Significance of minimal residual disease before allogeneic hematopoietic cell transplantation for acute myeloid leukemia
2 Leningrad Regional Clinical Hospital, Hematology Department, St. Petersburg, Russian Federation
Summary
Introduction
Allogeneic hematopoietic stem cell transplantation (allo-HSCT) is an effective therapy for many patients with acute myeloid leukemia (AML). The relapse after allo-HSCT is the most common cause of treatment failure. However, multiparameter flow cytometry, cytogenetic and molecular studies in the onset of the disease makes it possible to detect the minimal residual disease (MRD) in AML remission in order to determine the prognosis and the therapy strategy.
Aim
To evaluate the impact of MRD before allo-HSCT in patients with AML on the results of treatment.
Patients and methods
We analysed 195 consecutive patients with AML since 2012 to 2016. Median age was 36 (18-70) years. The median follow-up was 23 (23-467) months. Disease status before allo-HSCT: CR1 – 148 (76%), CR2 – 47 (24%) patients. Molecular and genetic low-risk group was defined in 31(17%), standard risk in 119 (59%) and 45 (24%) high-risk patients. MRD was not determined (MRD (-)) in 155 (80%) patients. A positive result of MRD (MRD (+)) before alloHSCT was in 40 (20%) patients, including mutations, gene overexpression and leukemia associated immunophenotypes.
Results
Disease-free survival (DFS) after alloHSCT in CR1MRD(-) was 67% (95%CI 57-77), and in MRD(+) 54% (95%CI 36-72) (p=.03), whereas in patients with CR2MRD(-) 57% (95%CI 41-73) and CR2MRD(+) – 33% (95%CI 1-88) (p=ns). The relapse incidence (RI) in the CR1MRD(-) was 22% (95%CI 13-32), and in MRD(+) – 36% (95%CI 19-53), whereas in the CR2MRD(-) 17% (95%CI 7-32), and in MRD(+) 66% (95%CI 15-91). With myeloablative conditioning (MAC), the DFS and RI after allo-HSCT in CR1 did not depended on MRD: patients with MRD(-) 70% (95%CI 59-81) vs MRD(+) 64% (95%CI 36-92) and 17% (95%CI 7-39) vs 23% (95%CI 12-35) respectively.
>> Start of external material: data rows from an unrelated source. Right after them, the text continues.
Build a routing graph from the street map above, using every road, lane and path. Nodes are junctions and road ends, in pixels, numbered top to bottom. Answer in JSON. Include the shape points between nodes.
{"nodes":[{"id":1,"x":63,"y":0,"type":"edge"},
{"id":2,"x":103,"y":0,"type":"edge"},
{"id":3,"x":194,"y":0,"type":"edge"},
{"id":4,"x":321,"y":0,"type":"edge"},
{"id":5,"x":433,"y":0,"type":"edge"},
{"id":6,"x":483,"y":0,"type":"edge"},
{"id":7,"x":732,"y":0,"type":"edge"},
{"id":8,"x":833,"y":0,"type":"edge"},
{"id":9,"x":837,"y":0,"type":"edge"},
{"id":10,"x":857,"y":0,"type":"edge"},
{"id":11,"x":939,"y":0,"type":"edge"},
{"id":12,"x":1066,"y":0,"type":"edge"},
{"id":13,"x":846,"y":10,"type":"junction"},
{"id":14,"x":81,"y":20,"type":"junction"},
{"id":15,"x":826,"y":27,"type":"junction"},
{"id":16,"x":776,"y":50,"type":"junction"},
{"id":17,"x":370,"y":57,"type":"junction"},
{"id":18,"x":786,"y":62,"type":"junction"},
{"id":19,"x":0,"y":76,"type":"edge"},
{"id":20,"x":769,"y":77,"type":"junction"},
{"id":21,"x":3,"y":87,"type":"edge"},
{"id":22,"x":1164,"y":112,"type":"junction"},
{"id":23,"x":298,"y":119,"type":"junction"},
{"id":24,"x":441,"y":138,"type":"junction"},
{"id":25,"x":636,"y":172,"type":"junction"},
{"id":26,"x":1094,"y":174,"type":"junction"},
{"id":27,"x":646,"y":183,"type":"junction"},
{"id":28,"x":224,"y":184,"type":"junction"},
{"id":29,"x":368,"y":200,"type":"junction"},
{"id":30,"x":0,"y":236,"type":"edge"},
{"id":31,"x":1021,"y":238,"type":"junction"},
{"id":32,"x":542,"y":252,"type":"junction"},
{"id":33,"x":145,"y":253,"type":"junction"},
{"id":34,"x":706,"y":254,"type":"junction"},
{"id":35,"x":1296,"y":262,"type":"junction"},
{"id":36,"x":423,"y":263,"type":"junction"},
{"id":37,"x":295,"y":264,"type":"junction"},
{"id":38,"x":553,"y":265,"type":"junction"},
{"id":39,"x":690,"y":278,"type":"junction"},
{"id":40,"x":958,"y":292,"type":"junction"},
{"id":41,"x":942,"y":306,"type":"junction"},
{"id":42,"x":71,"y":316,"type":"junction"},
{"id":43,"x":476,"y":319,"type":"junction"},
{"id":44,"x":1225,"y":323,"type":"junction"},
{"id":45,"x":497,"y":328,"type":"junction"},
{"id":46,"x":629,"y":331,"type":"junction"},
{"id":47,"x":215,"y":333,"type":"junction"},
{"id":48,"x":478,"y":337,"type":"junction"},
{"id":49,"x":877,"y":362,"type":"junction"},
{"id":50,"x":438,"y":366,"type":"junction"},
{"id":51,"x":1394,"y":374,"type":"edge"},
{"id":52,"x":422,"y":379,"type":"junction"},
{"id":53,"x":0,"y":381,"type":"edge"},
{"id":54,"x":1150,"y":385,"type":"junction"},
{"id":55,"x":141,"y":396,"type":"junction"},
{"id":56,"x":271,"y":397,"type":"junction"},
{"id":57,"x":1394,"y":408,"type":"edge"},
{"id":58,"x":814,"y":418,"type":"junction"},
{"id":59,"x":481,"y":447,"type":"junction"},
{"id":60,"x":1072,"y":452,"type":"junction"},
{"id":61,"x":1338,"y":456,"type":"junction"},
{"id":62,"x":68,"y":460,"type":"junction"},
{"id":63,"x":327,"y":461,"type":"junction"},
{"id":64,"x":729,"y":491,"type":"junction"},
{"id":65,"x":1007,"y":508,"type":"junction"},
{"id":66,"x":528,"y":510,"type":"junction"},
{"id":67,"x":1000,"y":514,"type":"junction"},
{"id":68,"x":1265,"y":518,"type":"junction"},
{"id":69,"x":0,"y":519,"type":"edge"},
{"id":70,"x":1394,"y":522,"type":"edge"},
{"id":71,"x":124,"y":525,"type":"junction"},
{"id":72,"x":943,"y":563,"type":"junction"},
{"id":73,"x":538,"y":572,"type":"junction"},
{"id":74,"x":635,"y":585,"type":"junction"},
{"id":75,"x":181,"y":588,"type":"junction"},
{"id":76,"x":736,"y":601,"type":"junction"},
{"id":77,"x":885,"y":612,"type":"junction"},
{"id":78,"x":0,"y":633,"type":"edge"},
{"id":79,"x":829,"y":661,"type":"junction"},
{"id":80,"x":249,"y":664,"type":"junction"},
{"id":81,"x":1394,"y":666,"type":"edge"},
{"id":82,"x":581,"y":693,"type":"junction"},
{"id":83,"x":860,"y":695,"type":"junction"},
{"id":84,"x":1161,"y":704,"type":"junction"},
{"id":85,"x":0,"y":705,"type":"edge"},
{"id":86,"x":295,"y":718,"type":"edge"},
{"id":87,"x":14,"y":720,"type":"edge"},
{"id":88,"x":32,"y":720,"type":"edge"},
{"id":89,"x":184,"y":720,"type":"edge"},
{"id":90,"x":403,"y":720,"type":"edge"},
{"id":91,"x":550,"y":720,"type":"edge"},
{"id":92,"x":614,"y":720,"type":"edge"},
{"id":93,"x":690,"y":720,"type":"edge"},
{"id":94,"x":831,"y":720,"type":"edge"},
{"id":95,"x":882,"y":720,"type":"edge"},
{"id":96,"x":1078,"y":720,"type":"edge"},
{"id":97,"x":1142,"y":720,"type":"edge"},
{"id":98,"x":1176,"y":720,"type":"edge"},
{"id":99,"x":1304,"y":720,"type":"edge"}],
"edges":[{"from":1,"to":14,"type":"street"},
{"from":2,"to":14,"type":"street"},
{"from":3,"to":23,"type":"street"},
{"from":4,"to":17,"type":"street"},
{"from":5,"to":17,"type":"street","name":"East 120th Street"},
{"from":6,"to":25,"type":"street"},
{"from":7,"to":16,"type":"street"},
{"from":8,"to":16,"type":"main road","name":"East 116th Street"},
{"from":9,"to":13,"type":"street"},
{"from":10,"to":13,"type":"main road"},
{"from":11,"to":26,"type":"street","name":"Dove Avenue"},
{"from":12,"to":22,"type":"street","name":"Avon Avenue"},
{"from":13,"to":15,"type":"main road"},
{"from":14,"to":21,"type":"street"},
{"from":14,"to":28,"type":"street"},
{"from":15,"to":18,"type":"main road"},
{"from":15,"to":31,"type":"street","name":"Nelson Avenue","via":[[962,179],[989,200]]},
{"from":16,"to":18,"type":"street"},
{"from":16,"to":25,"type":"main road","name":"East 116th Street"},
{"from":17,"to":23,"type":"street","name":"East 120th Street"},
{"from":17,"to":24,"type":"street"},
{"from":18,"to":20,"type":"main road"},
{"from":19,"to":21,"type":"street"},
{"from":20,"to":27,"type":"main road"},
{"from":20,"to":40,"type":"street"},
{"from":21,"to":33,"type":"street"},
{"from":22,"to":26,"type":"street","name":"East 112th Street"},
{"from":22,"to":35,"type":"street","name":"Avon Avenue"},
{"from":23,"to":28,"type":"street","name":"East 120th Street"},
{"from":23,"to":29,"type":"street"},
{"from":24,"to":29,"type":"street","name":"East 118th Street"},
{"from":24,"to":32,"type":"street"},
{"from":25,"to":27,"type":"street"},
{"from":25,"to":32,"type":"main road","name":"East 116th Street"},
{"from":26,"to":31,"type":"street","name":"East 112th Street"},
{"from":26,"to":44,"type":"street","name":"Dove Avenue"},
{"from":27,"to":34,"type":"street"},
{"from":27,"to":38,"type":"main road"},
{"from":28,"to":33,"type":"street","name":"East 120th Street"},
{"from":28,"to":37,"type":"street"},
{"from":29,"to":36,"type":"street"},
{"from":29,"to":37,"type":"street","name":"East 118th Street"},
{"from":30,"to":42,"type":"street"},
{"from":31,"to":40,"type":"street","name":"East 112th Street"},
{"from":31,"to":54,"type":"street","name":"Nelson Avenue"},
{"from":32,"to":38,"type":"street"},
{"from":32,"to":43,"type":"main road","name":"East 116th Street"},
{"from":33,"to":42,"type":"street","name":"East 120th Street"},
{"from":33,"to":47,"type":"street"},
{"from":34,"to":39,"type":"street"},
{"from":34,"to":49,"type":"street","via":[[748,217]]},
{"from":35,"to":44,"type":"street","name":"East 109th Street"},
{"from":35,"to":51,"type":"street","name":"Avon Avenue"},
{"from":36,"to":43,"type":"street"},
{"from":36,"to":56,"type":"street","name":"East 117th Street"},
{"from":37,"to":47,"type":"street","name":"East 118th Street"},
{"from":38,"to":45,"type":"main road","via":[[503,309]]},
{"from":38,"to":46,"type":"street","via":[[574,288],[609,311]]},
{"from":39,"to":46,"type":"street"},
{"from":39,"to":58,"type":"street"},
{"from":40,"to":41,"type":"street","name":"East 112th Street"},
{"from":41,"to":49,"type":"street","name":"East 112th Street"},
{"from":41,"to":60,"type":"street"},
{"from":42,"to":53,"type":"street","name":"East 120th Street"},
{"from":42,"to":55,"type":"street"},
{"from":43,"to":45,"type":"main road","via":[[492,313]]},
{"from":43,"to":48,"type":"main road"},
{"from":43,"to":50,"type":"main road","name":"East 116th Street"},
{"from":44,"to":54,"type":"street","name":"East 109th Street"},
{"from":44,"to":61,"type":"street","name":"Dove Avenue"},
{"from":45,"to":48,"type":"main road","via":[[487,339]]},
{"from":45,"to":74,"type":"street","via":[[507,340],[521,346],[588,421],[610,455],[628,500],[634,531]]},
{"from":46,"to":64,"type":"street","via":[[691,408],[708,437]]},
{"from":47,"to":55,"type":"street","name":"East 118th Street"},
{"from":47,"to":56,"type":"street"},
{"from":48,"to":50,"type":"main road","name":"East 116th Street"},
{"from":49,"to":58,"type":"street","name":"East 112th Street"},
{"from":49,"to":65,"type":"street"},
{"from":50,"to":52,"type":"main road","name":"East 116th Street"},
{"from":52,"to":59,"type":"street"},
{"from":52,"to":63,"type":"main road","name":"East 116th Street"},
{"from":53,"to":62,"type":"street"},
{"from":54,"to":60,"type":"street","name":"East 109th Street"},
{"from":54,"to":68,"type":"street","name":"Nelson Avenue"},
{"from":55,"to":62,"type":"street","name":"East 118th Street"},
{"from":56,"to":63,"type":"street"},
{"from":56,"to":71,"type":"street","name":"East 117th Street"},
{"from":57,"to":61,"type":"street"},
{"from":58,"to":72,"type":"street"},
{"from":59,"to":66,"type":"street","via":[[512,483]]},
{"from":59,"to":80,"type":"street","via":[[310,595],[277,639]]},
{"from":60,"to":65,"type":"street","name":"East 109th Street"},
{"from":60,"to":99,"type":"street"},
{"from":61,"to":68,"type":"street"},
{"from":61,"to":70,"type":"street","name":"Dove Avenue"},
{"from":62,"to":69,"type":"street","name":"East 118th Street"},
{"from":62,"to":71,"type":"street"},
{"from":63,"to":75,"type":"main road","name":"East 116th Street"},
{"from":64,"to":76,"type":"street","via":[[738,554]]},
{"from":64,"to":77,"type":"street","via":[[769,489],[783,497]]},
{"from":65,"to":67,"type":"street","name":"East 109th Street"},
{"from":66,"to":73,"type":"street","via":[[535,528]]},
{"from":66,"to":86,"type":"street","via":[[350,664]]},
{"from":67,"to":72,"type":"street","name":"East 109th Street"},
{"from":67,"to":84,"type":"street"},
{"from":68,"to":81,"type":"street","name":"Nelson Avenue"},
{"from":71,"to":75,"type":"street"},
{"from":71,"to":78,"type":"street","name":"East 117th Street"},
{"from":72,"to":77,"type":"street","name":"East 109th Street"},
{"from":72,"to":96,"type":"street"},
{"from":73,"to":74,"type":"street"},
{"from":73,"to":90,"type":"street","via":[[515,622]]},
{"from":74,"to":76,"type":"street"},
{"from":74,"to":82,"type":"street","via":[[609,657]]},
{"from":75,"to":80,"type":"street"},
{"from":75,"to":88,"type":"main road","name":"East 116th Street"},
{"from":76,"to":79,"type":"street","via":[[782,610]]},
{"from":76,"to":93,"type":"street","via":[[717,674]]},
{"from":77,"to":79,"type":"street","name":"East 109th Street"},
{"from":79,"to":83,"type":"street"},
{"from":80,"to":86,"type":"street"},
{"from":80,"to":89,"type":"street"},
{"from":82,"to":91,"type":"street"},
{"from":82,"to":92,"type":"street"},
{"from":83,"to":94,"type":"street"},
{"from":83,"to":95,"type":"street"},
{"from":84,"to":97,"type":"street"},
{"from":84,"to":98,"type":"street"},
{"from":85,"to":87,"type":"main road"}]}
Whereas after reduced intensity conditioning (RIC), the DFC was higher, and the RI was lower in patients with MRD(-): 67% (95%CI 54-80) vs 50% (95%CI 27-77) (p=.03) and 50% (95%CI 25-70) vs 23% (95%CI 12-35) (p <.000). The cytogenetic risk group (intermediate and high) and the donor type (related and unrelated) had no effect on DFS and RI: 74% vs 63% and 47% vs 38%, 16% vs 19% and 59% vs 63 %; 68% vs 57% and 65% vs 42%, 20% vs 29% and 29% vs 58%. In the absence of chronic graft-versus-host disease (cGVHD), DFS and RI were better in patients with MRD(-) 64% (95%CI 45-83) vs 52% (95%CI 32-72) (p = 0.01) and 34% (95%CI 15-54) vs 44% (95%CI 23-63)(p =.03). In patients with cGVHD, the difference was insignificant: 70% vs 80% and 17% vs 20%. In multivariate analysis, the impact on the RI has had the status of the disease (MRD(+)/MRD(-)) (HR2.3, 95%CI, 1.1-4.9, p=.03) and the presence of cGVHD(yes/no) (HR0.3, 95%CI, 0.2-1.0, =.05). DFS was lower with MRD(+) (HR1.8, 95%CI, 1.0-3.5, p =.05).
Conclusion
Immunophenotypic, cytogenetic and molecular data in the onset of the disease is necessary for monitoring the MRD in AML remission. The presence of MRD has a negative effect on DFS and RI after allo-HSCT. MRD(+) status in front of the allo-HSCT is an indication for the intensification of the conditioning regimen.
Disclosure
The authors report no conflicts of interest in this work.
Keywords
Acute myeloid leukemia, minimal residual disease, allogeneic hematopoietic stem cell transplantation.